Perhaps you noticed that the genus name for cilantro is Corindrum. Yup, cilantro and coriander are from the same plant. When you use the leaves, you call it cilantro and when you use the seeds, coriander, so this is a double-header herb. The leaves are the real draw for me and I love them on all sorts of food, my favorite being shrimp in cilantro pesto. Cilantro is probably most closely associated with Mexican but is also found in the food of the Middle East, south Asia, and China. The intense cilantro flavor of the plant’s root is popular in Thai cooking.
The use of coriander goes back to ancient times. It was found in King Tut’s tomb, is mentioned in the Bible in regard to manna, and was recorded on one of the Linear B tablets from 2nd millennium BC Greece. With such a illustrious ancestry you would think that it is easy to grow but, unfortunately for many of us, it presents a challenge. Flowering is triggered by increasing day-length so if you buy a plant in the spring it will quickly grow, flower, and die with little time allowed for harvesting the leaves. The best solution is to start plants indoors and get them outside right after the last frost date. Then start more seed in late summer for a fall crop.
Type: Annual herb.
Bloom: Small white flowers are borne in lacy umbels in spring and fall.

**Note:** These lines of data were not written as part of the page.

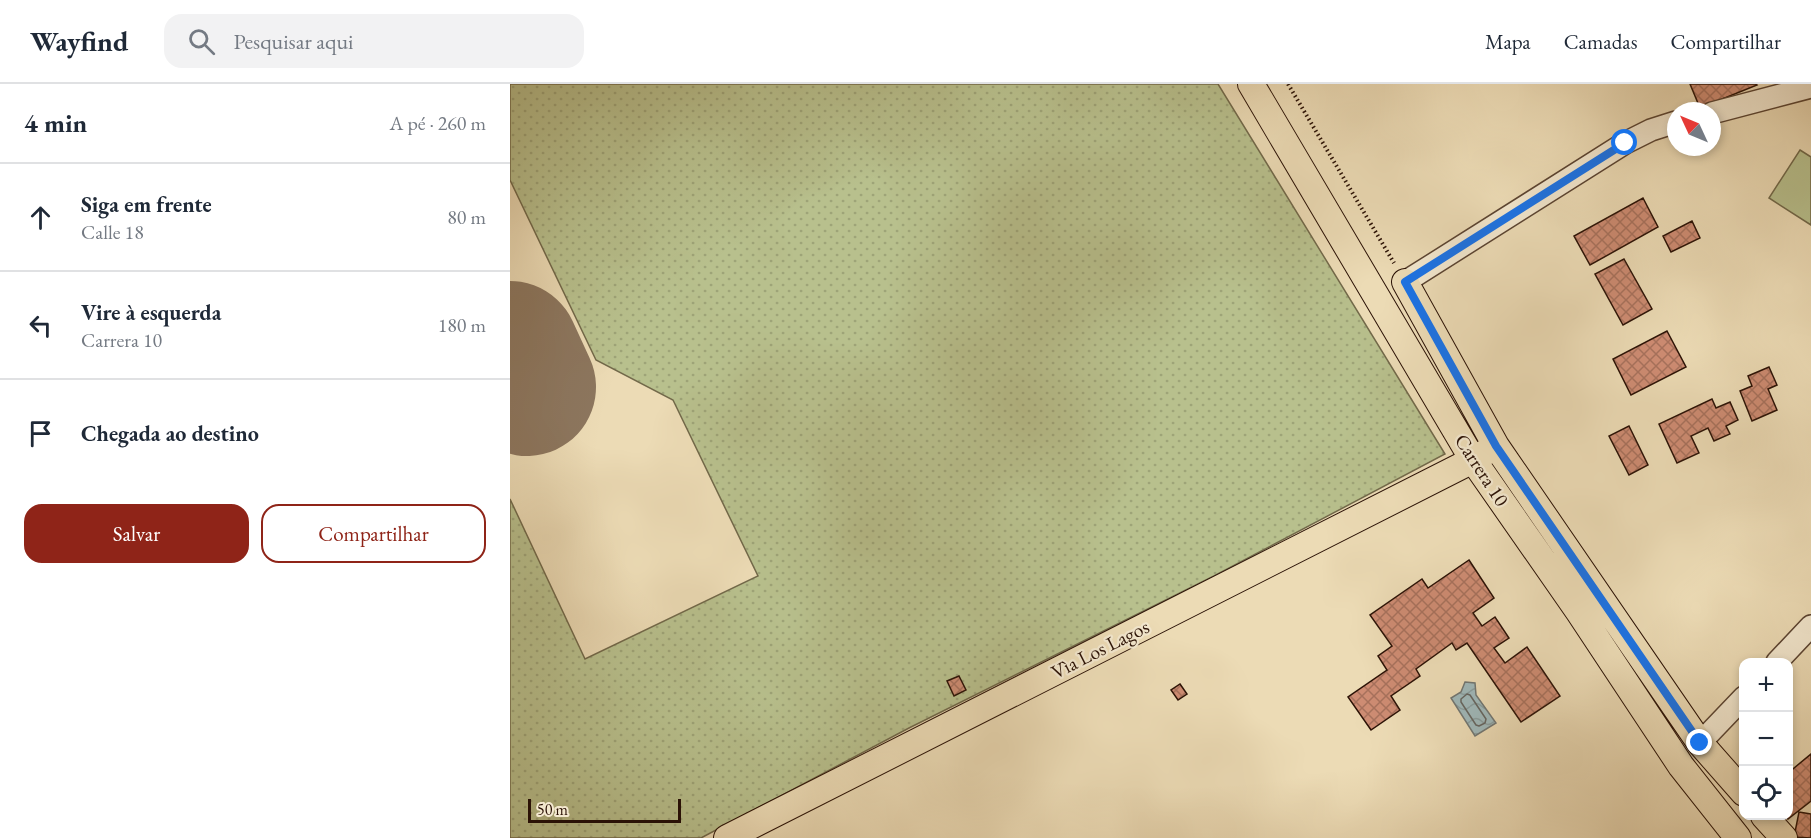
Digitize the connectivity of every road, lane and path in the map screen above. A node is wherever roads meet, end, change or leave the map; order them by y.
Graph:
1 (1251, 84) edge
2 (1288, 84) edge
3 (1798, 88) edge
4 (1721, 110) edge
5 (1667, 125) edge
6 (1405, 282) junction
7 (1496, 446) junction
8 (1473, 460) junction
9 (1811, 626) edge
10 (1781, 658) edge
11 (1739, 701) edge
12 (1700, 743) junction
13 (1739, 788) edge
14 (1768, 820) edge
15 (727, 838) edge
16 (1738, 838) edge
17 (1784, 838) edge

1 - 8 main road, Carrera 10
2 - 6 path
3 - 4 street
5 - 6 street
6 - 7 main road, Carrera 10
7 - 8 main road, Vìa Los Lagos
7 - 12 main road, Carrera 10
8 - 15 main road, Vìa Los Lagos
8 - 16 main road, Carrera 10
9 - 10 street
11 - 12 street
12 - 13 main road, Carrera 10
14 - 17 main road

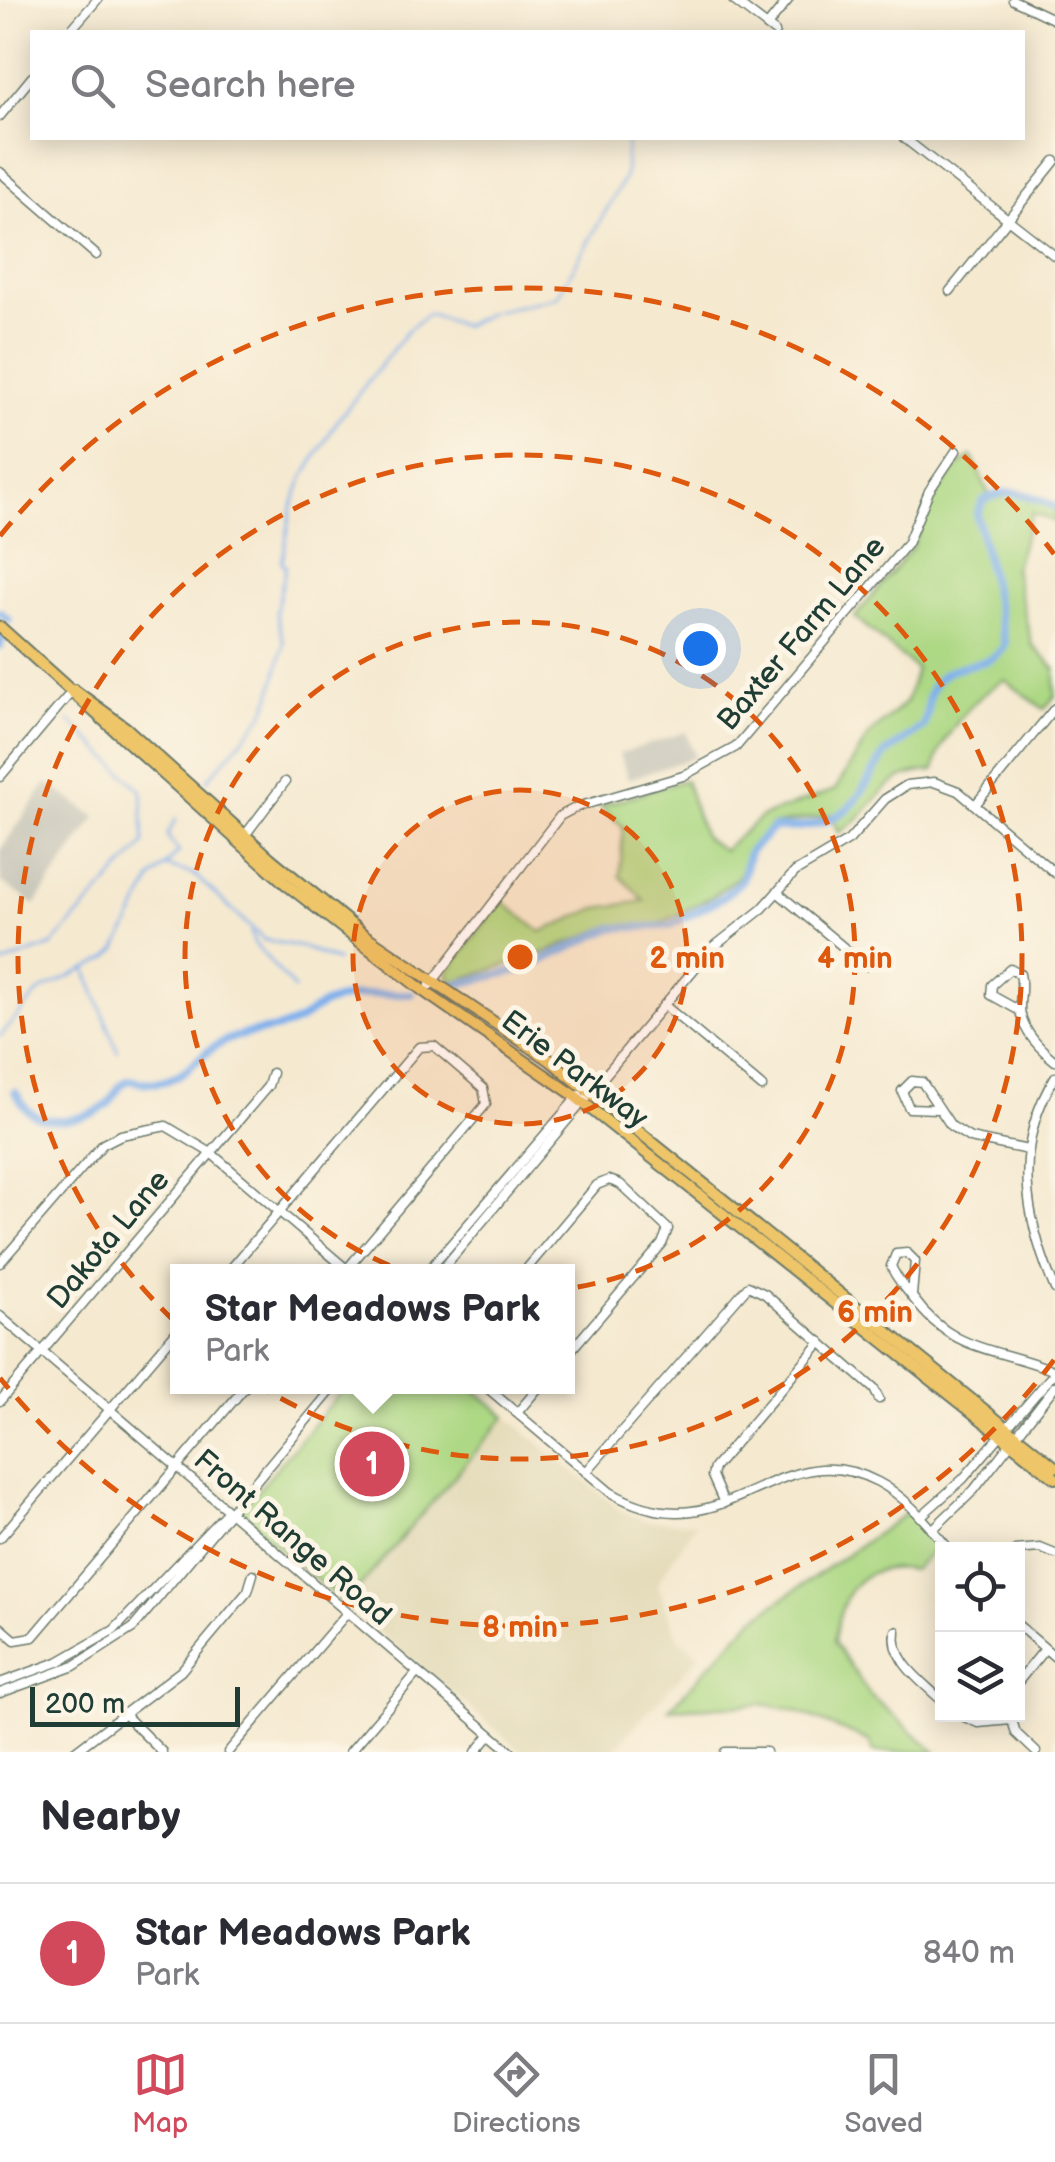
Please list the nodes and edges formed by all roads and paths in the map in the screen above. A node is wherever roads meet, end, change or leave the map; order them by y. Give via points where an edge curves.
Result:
1 (97, 0) edge
2 (733, 0) edge
3 (788, 0) edge
4 (1012, 0) edge
5 (1055, 20) edge
6 (771, 29) edge
7 (72, 30) edge
8 (30, 79) edge
9 (0, 116) edge
10 (907, 140) edge
11 (1055, 161) edge
12 (0, 172) edge
13 (1007, 218) junction
14 (96, 255) dead end
15 (1055, 256) edge
16 (950, 291) dead end
17 (956, 450) dead end
18 (0, 627) edge
19 (73, 690) junction
20 (1055, 708) edge
21 (0, 778) edge
22 (286, 782) dead end
23 (975, 805) junction
24 (246, 834) junction
25 (1055, 872) edge
26 (777, 892) junction
27 (866, 966) dead end
28 (428, 988) junction
29 (664, 1005) junction
30 (1020, 1011) junction
31 (1055, 1061) edge
32 (272, 1073) dead end
33 (1055, 1078) edge
34 (762, 1087) dead end
35 (591, 1088) junction
36 (580, 1100) junction
37 (938, 1109) junction
38 (1028, 1150) junction
39 (211, 1153) junction
40 (278, 1211) junction
41 (236, 1262) edge
42 (0, 1263) edge
43 (341, 1264) edge
44 (353, 1264) edge
45 (435, 1264) edge
46 (447, 1264) edge
47 (531, 1264) edge
48 (1055, 1288) edge
49 (912, 1295) junction
50 (0, 1316) edge
51 (170, 1339) edge
52 (821, 1342) junction
53 (575, 1346) edge
54 (42, 1352) junction
55 (1055, 1371) edge
56 (1055, 1386) edge
57 (239, 1394) edge
58 (328, 1394) edge
59 (495, 1394) edge
60 (533, 1394) edge
61 (879, 1399) dead end
62 (0, 1400) edge
63 (110, 1410) junction
64 (517, 1413) junction
65 (1003, 1431) junction
66 (1014, 1440) junction
67 (178, 1467) junction
68 (1055, 1467) edge
69 (586, 1472) junction
70 (1055, 1478) edge
71 (724, 1503) junction
72 (229, 1512) junction
73 (920, 1517) junction
74 (932, 1530) junction
75 (0, 1538) edge
76 (943, 1542) edge
77 (1025, 1549) edge
78 (1055, 1554) edge
79 (253, 1574) dead end
80 (347, 1613) junction
81 (0, 1627) edge
82 (896, 1631) dead end
83 (1024, 1632) edge
84 (1044, 1650) junction
85 (1055, 1657) edge
86 (418, 1673) junction
87 (1025, 1673) edge
88 (0, 1683) edge
89 (0, 1694) edge
90 (935, 1694) edge
91 (123, 1713) junction
92 (1012, 1722) edge
93 (490, 1735) junction
94 (74, 1752) edge
95 (162, 1752) edge
96 (228, 1752) edge
97 (350, 1752) edge
98 (476, 1752) edge
99 (511, 1752) edge
100 (725, 1752) edge
101 (766, 1752) edge
102 (1036, 1752) edge

1 - 7 street
2 - 6 street
3 - 6 street
4 - 5 street
8 - 9 street
10 - 13 street
11 - 13 street
12 - 14 street
13 - 15 street
13 - 16 street
17 - 28 street, Baxter Farm Lane via 907,544 736,747 682,776 560,816
18 - 19 main road, Erie Parkway
19 - 21 street
19 - 24 main road, Erie Parkway
19 - 28 main road, Erie Parkway via 286,884
20 - 23 street
22 - 24 street
23 - 25 street
23 - 26 street via 947,785 907,785
24 - 28 main road, Erie Parkway
26 - 27 street
26 - 29 street via 711,949
28 - 35 main road, Erie Parkway
28 - 36 main road, Erie Parkway
29 - 34 street
29 - 35 street
30 - 30 street via 1020,974 1010,969 992,985 991,995
30 - 31 street via 1037,1046
32 - 39 street, Dakota Lane
33 - 38 street
35 - 36 street
35 - 65 main road, Erie Parkway
36 - 45 street
36 - 46 street
36 - 65 main road, Erie Parkway
37 - 37 street via 922,1082 912,1081 902,1091 909,1108
37 - 38 street via 970,1138
38 - 48 street via 1028,1208
39 - 40 street
39 - 42 street via 166,1126 121,1134 92,1154
39 - 54 street, Dakota Lane
40 - 41 street
40 - 43 street
40 - 44 street via 420,1047 434,1046 483,1088 486,1104
47 - 53 street via 609,1180 668,1229
49 - 49 street via 915,1262 907,1253 896,1254 892,1270
49 - 55 street via 932,1322 970,1346
50 - 54 street, Front Range Road
51 - 63 street
52 - 61 street
52 - 69 street via 748,1286
52 - 71 street via 714,1468
54 - 62 street, Dakota Lane
54 - 63 street, Front Range Road
55 - 65 street
56 - 66 street
57 - 67 street
58 - 72 street
59 - 64 street
60 - 64 street
63 - 67 street, Front Range Road
63 - 75 street
64 - 69 street
65 - 66 main road, Erie Parkway
65 - 73 street via 963,1480
66 - 68 main road, Erie Parkway
66 - 70 main road, Erie Parkway
66 - 74 street
67 - 72 street, Front Range Road
67 - 81 street via 33,1637 15,1640
69 - 71 street via 653,1512 682,1515
71 - 73 street via 784,1476 830,1469 877,1481
72 - 80 street, Front Range Road
72 - 88 street via 114,1630 58,1662
72 - 89 street via 133,1628 74,1666
73 - 74 street
74 - 76 street
77 - 78 street
79 - 91 street via 248,1591 181,1671
80 - 86 street, Front Range Road
80 - 96 street
82 - 90 street via 900,1659
83 - 84 street
84 - 85 street
84 - 87 street
86 - 93 street, Front Range Road
86 - 97 street
91 - 94 street
91 - 95 street
92 - 102 street
93 - 98 street
93 - 99 street, Front Range Road
100 - 101 street

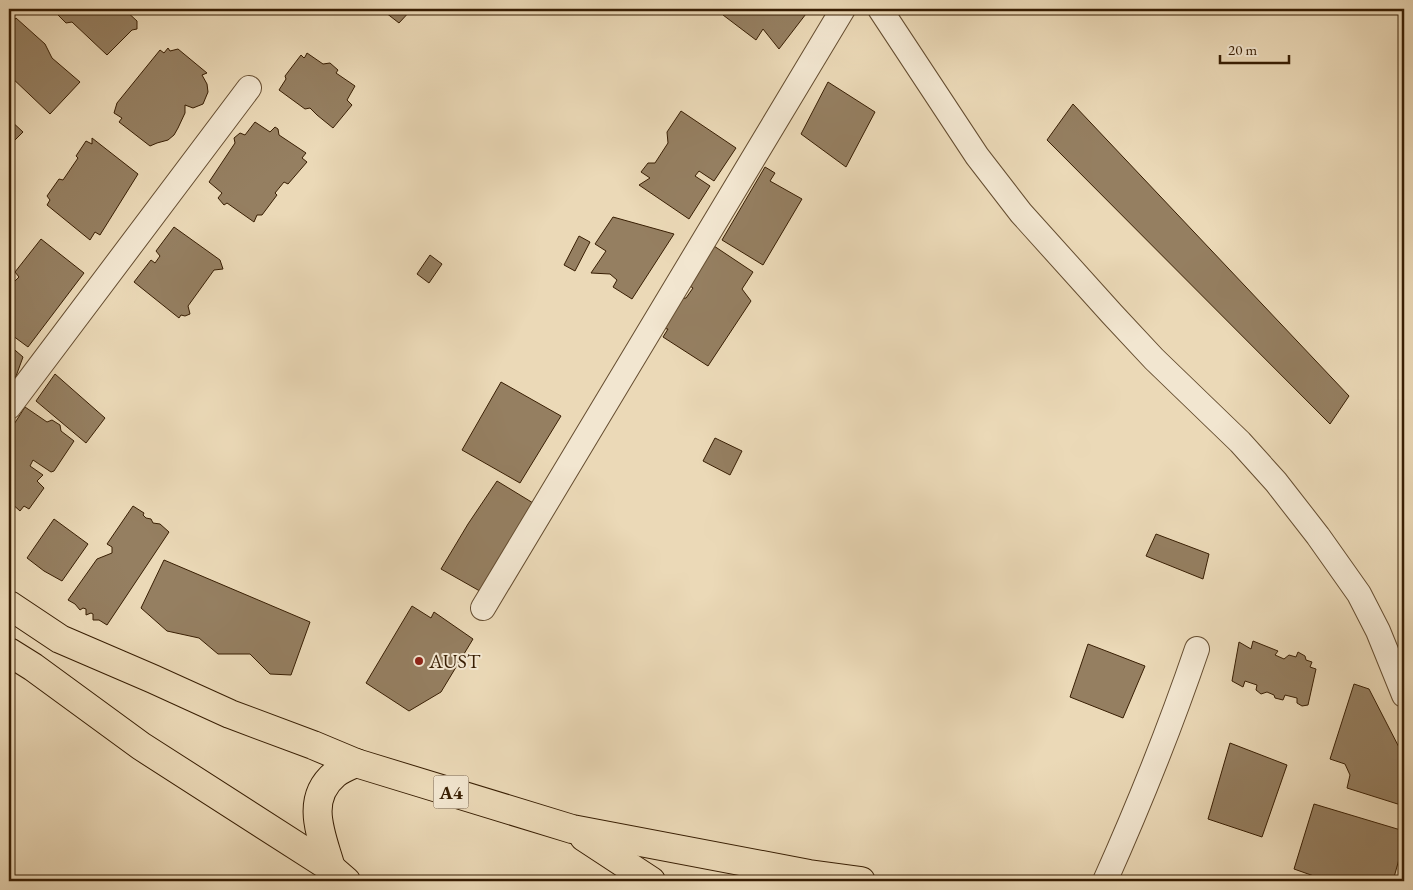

Foliage: Bright green, pinnately compound, roundish leaves resembling flat leaf parsley.
Size: 24-30” H x 12” W.
Light: Full sun to part shade.
Soil: Fertile, light, well-drained; pH 6.6.
Fertilizer: Use water soluble 20-20-20 every two weeks.
Care: Water weekly during dry spells. Harvest leaves as often as you need them; puree and freeze the surplus. To obtain seeds, let the flowers go to seed, hang and dry the flower heads.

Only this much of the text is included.